Sześć osób oskarżyła Prokuratura Regionalna w Gdańsku o tzw. pranie pieniędzy pochodzących z oszustw popełnionych przy wykorzystaniu fikcyjnych sklepów internetowych.
Zdaniem śledczych przestępcy założyli pięć witryn sprzedażowych, na których wystawiali m.in. sprzęt AGD. Jak tłumaczy prokurator Mariusz Marciniak, oszukali 112 osób, które wpłaciły pieniądze, ale towaru nie otrzymały.

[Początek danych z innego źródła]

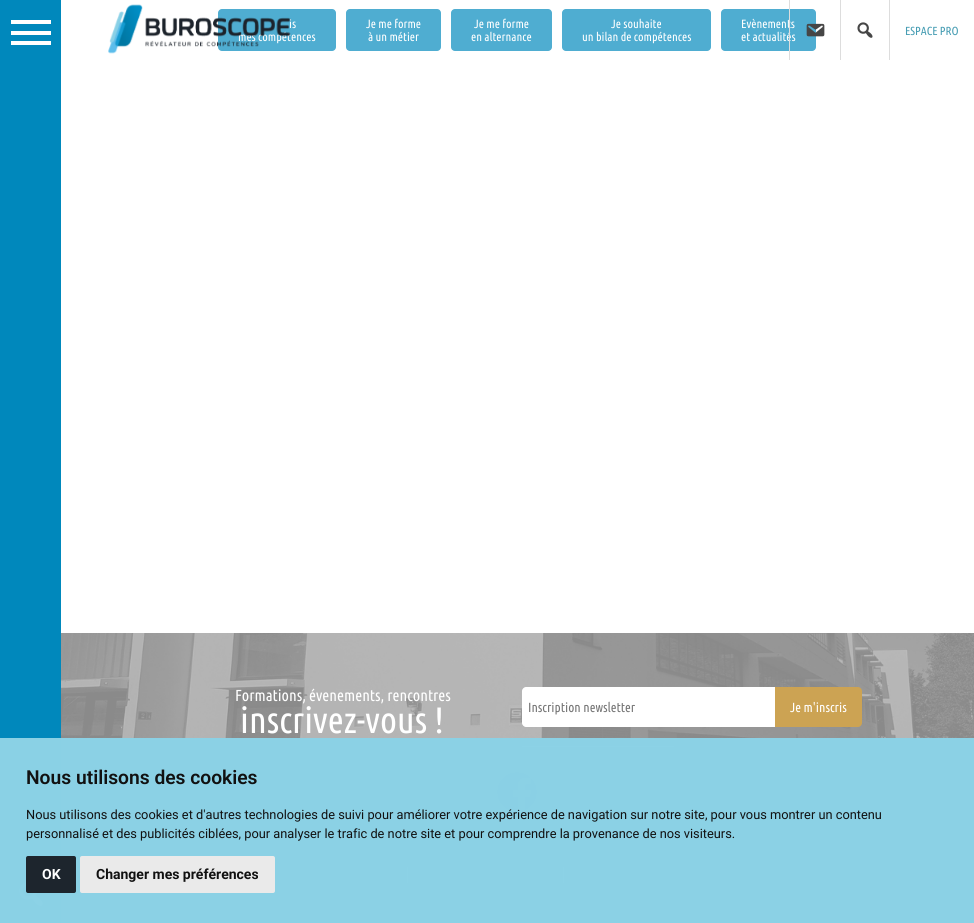 #include <cairo.h>
#include <math.h>
#include <stddef.h>

static cairo_t *ctx;

static void use_color(int r, int g, int b) {
    cairo_set_source_rgb(ctx, r / 255.0, g / 255.0, b / 255.0);
}

static void round_rect(double x, double y, double w, double h, double r) {
    cairo_new_sub_path(ctx);
    cairo_arc(ctx, x + w - r, y + h - r, r, 0, M_PI / 2);
    cairo_arc(ctx, x + r, y + h - r, r, M_PI / 2, M_PI);
    cairo_arc(ctx, x + r, y + r, r, M_PI, 1.5 * M_PI);
    cairo_arc(ctx, x + w - r, y + r, r, 1.5 * M_PI, 2 * M_PI);
    cairo_close_path(ctx);
}

static void picture(const char *path, double x, double y, double w, double h) {
    cairo_surface_t *image = cairo_image_surface_create_from_png(path);
    cairo_save(ctx);
    cairo_set_source_surface(ctx, image, x, y);
    cairo_rectangle(ctx, x, y, w, h);
    cairo_fill(ctx);
    cairo_restore(ctx);
    cairo_surface_destroy(image);
}

int main(void) {
    cairo_surface_t *surface = cairo_image_surface_create(CAIRO_FORMAT_RGB24, 974, 923);
    ctx = cairo_create(surface);
    cairo_font_options_t *options = cairo_font_options_create();
    cairo_font_options_set_hint_metrics(options, CAIRO_HINT_METRICS_OFF);
    cairo_font_options_set_hint_style(options, CAIRO_HINT_STYLE_NONE);
    cairo_set_font_options(ctx, options);
    cairo_set_miter_limit(ctx, 4);
    use_color(255, 255, 255);
    cairo_paint(ctx);
    use_color(0, 136, 188);
    cairo_rectangle(ctx, 0, 0, 61, 923);
    cairo_fill(ctx);
    use_color(255, 255, 255);
    cairo_rectangle(ctx, 11, 20, 40, 4);
    cairo_fill(ctx);
    cairo_rectangle(ctx, 11, 41, 40, 4);
    cairo_fill(ctx);
    cairo_rectangle(ctx, 11, 31, 40, 4);
    cairo_fill(ctx);
    picture("img1.png", 19, 882, 24, 24);
    use_color(79, 173, 209);
    round_rect(218, 9, 118, 42, 4);
    cairo_fill(ctx);
    cairo_select_font_face(ctx, "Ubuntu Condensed", CAIRO_FONT_SLANT_NORMAL, CAIRO_FONT_WEIGHT_NORMAL);
    cairo_set_font_size(ctx, 12);
    use_color(255, 255, 255);
    cairo_move_to(ctx, 289, 28);
    cairo_show_text(ctx, "is");
    cairo_move_to(ctx, 238, 41);
    cairo_show_text(ctx, "mes compétences");
    picture("img2.png", 108, 4, 183, 50);
    use_color(79, 173, 209);
    round_rect(346, 9, 95, 42, 4);
    cairo_fill(ctx);
    use_color(255, 255, 255);
    cairo_move_to(ctx, 366, 28);
    cairo_show_text(ctx, "Je me forme");
    cairo_move_to(ctx, 368, 41);
    cairo_show_text(ctx, "à un métier");
    use_color(79, 173, 209);
    round_rect(451, 9, 101, 42, 4);
    cairo_fill(ctx);
    use_color(255, 255, 255);
    cairo_move_to(ctx, 474, 28);
    cairo_show_text(ctx, "Je me forme");
    cairo_move_to(ctx, 471, 41);
    cairo_show_text(ctx, "en alternance");
    use_color(79, 173, 209);
    round_rect(562, 9, 149, 42, 4);
    cairo_fill(ctx);
    use_color(255, 255, 255);
    cairo_move_to(ctx, 611, 28);
    cairo_show_text(ctx, "Je souhaite");
    cairo_move_to(ctx, 582, 41);
    cairo_show_text(ctx, "un bilan de compétences");
    use_color(79, 173, 209);
    round_rect(721, 9, 95, 42, 4);
    cairo_fill(ctx);
    use_color(255, 255, 255);
    cairo_move_to(ctx, 741, 28);
    cairo_show_text(ctx, "Evènements");
    cairo_move_to(ctx, 741, 41);
    cairo_show_text(ctx, "et actualités");
    use_color(221, 221, 221);
    cairo_rectangle(ctx, 789, 0, 1, 60);
    cairo_fill(ctx);
    picture("img3.png", 806, 23, 19, 14);
    cairo_rectangle(ctx, 889, 0, 1, 60);
    cairo_fill(ctx);
    cairo_rectangle(ctx, 840, 0, 1, 60);
    cairo_fill(ctx);
    picture("img4.png", 857, 22, 16, 16);
    cairo_set_font_size(ctx, 11.75);
    use_color(71, 157, 179);
    cairo_move_to(ctx, 905, 35);
    cairo_show_text(ctx, "ESPACE PRO");
    use_color(172, 172, 172);
    cairo_rectangle(ctx, 61, 633, 913, 219);
    cairo_fill(ctx);
    picture("img5.png", 61, 633, 913, 219);
    cairo_set_font_size(ctx, 16);
    use_color(255, 255, 255);
    cairo_move_to(ctx, 235, 701);
    cairo_show_text(ctx, "Formations, évenements, rencontres");
    cairo_set_font_size(ctx, 36.75);
    cairo_move_to(ctx, 240, 733);
    cairo_show_text(ctx, "inscrivez-vous !");
    cairo_new_path(ctx);
    cairo_move_to(ctx, 526, 687);
    cairo_line_to(ctx, 775, 687);
    cairo_line_to(ctx, 775, 727);
    cairo_line_to(ctx, 526, 727);
    cairo_curve_to(ctx, 524, 727, 522, 725, 522, 723);
    cairo_line_to(ctx, 522, 691);
    cairo_curve_to(ctx, 522, 689, 524, 687, 526, 687);
    cairo_close_path(ctx);
    cairo_fill(ctx);
    cairo_set_font_size(ctx, 13.25);
    use_color(117, 117, 117);
    cairo_move_to(ctx, 528, 712);
    cairo_show_text(ctx, "Inscription newsletter");
    use_color(204, 163, 83);
    cairo_new_path(ctx);
    cairo_move_to(ctx, 775, 687);
    cairo_line_to(ctx, 858, 687);
    cairo_curve_to(ctx, 860, 687, 862, 689, 862, 691);
    cairo_line_to(ctx, 862, 723);
    cairo_curve_to(ctx, 862, 725, 860, 727, 858, 727);
    cairo_line_to(ctx, 775, 727);
    cairo_close_path(ctx);
    cairo_fill(ctx);
    use_color(255, 255, 255);
    cairo_move_to(ctx, 790, 712);
    cairo_show_text(ctx, "Je m'inscris");
    cairo_rectangle(ctx, 522, 746, 152, 1);
    cairo_fill(ctx);
    picture("img6.png", 497, 772, 40, 40);
    use_color(70, 70, 70);
    cairo_rectangle(ctx, 61, 852, 913, 71);
    cairo_fill(ctx);
    use_color(195, 195, 195);
    cairo_rectangle(ctx, 407, 867, 1, 16);
    cairo_fill(ctx);
    cairo_rectangle(ctx, 563, 867, 1, 16);
    cairo_fill(ctx);
    cairo_set_source_rgba(ctx, 0.545, 0.824, 0.902, 0.99);
    cairo_rectangle(ctx, 0, 738, 974, 185);
    cairo_fill(ctx);
    cairo_select_font_face(ctx, "Roboto SemiBold", CAIRO_FONT_SLANT_NORMAL, CAIRO_FONT_WEIGHT_NORMAL);
    cairo_set_font_size(ctx, 19.25);
    use_color(17, 17, 17);
    cairo_move_to(ctx, 26, 784);
    cairo_show_text(ctx, "Nous utilisons des cookies");
    cairo_select_font_face(ctx, "Roboto", CAIRO_FONT_SLANT_NORMAL, CAIRO_FONT_WEIGHT_NORMAL);
    cairo_set_font_size(ctx, 12.8);
    cairo_move_to(ctx, 26, 819);
    cairo_show_text(ctx, "Nous utilisons des cookies et d'autres technologies de suivi pour améliorer votre expérience de navigation sur notre site, pour vous montrer un contenu");
    cairo_move_to(ctx, 26, 838);
    cairo_show_text(ctx, "personnalisé et des publicités ciblées, pour analyser le trafic de notre site et pour comprendre la provenance de nos visiteurs.");
    use_color(29, 37, 45);
    round_rect(26, 856, 50, 37, 2);
    cairo_fill(ctx);
    cairo_select_font_face(ctx, "Roboto", CAIRO_FONT_SLANT_NORMAL, CAIRO_FONT_WEIGHT_BOLD);
    cairo_set_font_size(ctx, 14);
    use_color(255, 255, 255);
    cairo_move_to(ctx, 42, 879);
    cairo_show_text(ctx, "OK");
    use_color(234, 234, 234);
    round_rect(80, 856, 195, 37, 2);
    cairo_fill(ctx);
    use_color(17, 17, 17);
    cairo_move_to(ctx, 96, 879);
    cairo_show_text(ctx, "Changer mes préférences");
    cairo_surface_write_to_png(surface, "result.png");
    cairo_font_options_destroy(options);
    cairo_destroy(ctx);
    cairo_surface_destroy(surface);
    return 0;
}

– Łącznie na konta bankowe wpłynęło niemalże 40 tysięcy zł, które oskarżeni częściowo wypłacili w gotówce, a częściowo zamienili na bitcoiny i przetransferowali na giełdę kryptowalut. Ustalenie stanu faktycznego w tej sprawie było możliwe dzięki bardzo dobrej współpracy prokuratora Prokuratury Regionalnej w Gdańsku z funkcjonariuszami Centralnego Biura Zwalczania Cyberprzestępczości z Gdańska, Warszawy i Łodzi – wyjaśnia.
Proces będzie się toczyć przed sądem w Płocku, bo stamtąd pochodzą oskarżeni. Pięciu z nich grozi do 10 lat więzienia, jednemu – do 15 lat, bo będzie odpowiadał jako recydywista.